Friends kept telling us how dangerous Central America was. Our answer was to take sensible precautions and bring along our dog. Brindle is a 40-pound mixed breed and hardly a formidable animal. However, in Central America dogs are seldom pets; they are either strays or guard dogs. Brindle barked and that was enough to keep the RV safe even when we were gone all day.
Other precautions meant that we didn’t wear jewelry other than beads purchased locally, avoided large cities, and always asked permission before camping for the night. Central America has few formal campsites so travelers need to boondock. Gas stations are readily available and have 24-hour guards eager to watch your rig for a tip. Some of our best encounters occurred when we asked local establishments if we could park nearby. We were always made welcome and felt safe next to a business, however small.

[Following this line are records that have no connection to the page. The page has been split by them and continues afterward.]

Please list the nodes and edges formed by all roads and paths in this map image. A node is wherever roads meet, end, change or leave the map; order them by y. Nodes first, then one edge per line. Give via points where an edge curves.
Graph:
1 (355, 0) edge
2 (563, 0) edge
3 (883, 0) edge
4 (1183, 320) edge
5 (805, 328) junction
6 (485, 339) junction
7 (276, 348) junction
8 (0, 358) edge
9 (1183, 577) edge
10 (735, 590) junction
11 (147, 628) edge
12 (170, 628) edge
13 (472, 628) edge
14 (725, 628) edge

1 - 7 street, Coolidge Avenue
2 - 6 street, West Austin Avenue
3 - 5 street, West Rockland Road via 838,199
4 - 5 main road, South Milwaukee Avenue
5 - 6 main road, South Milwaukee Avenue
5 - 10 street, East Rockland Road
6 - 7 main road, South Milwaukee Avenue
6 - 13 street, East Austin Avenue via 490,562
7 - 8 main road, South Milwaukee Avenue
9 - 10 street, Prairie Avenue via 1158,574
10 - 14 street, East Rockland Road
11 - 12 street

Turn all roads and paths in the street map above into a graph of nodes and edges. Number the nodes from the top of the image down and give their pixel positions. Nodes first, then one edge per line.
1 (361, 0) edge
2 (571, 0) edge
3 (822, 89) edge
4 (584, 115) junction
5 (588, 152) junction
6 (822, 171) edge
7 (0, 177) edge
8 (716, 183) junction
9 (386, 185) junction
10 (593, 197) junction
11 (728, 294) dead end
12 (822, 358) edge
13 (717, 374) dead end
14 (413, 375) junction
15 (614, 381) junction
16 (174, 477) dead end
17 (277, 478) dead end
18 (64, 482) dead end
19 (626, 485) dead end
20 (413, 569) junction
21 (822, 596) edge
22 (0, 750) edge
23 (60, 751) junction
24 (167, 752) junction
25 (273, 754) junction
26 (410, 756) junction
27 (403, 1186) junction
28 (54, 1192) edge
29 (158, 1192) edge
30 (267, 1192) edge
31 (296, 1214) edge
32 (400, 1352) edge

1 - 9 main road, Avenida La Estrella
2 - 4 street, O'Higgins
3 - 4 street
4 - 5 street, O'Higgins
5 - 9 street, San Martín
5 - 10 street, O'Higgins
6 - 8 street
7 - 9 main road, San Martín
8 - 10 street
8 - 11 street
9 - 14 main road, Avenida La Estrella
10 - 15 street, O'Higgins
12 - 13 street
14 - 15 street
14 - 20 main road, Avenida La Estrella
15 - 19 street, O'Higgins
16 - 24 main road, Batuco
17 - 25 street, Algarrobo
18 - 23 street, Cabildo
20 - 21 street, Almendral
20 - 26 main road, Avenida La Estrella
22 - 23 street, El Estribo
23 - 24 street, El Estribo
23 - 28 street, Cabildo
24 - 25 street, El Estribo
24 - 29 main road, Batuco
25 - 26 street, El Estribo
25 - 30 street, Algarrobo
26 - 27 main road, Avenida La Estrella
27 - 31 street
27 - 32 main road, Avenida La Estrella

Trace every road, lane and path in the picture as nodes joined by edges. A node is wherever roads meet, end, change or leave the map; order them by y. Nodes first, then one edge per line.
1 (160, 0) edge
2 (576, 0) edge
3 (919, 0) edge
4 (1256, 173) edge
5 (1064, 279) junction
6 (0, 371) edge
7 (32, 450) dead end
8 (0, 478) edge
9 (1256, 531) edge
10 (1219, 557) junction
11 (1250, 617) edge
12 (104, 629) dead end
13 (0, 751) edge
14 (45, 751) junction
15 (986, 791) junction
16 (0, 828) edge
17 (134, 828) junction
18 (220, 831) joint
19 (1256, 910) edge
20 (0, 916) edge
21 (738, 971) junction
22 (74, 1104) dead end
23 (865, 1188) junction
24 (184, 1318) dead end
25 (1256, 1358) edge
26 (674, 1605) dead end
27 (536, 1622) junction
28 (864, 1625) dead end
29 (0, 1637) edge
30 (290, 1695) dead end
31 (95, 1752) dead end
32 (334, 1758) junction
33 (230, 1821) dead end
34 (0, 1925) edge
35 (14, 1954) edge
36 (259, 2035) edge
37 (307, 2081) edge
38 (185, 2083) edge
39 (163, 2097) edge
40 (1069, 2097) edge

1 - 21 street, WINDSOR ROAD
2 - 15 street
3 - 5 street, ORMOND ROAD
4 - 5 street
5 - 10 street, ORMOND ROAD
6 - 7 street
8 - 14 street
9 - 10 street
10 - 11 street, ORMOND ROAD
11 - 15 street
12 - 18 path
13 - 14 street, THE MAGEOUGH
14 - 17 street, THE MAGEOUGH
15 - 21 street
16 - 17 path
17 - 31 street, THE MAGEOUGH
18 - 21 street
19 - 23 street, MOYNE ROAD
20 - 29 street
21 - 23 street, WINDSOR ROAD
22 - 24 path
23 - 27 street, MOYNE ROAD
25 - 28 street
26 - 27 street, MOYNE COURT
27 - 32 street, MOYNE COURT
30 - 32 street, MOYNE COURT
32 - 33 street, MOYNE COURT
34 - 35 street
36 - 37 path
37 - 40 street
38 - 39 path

In Honduras we asked Alba, the proprietor of a refrescaria, a little stall selling banana chips and sodas, and before we knew it, her husband had pulled up the fence posts so we could drive onto their property.
The day John quit work we set off in our motorhome for Brownsville on the Texas-Mexico border. I had a map of Central America, under plastic, covering the table. We ate dinner while shifting our plates from one country to another as we outlined our route.
Nine days later we reached Chiapas in southern Mexico. Central America is composed of seven countries: Guatemala, Honduras, Nicaragua, El Salvador, Costa Rica, Panama and Belize. As we drove through Mexico toward Central America, the character of the country and the people changed. We had reached the land of the Maya. The women wore traditional huipils over dark wrap-around skirts. The huipil is a rectangle of woven and intricately embroidered fabric with a hole cut for the head. The patterns distinguish the villages and families from one another.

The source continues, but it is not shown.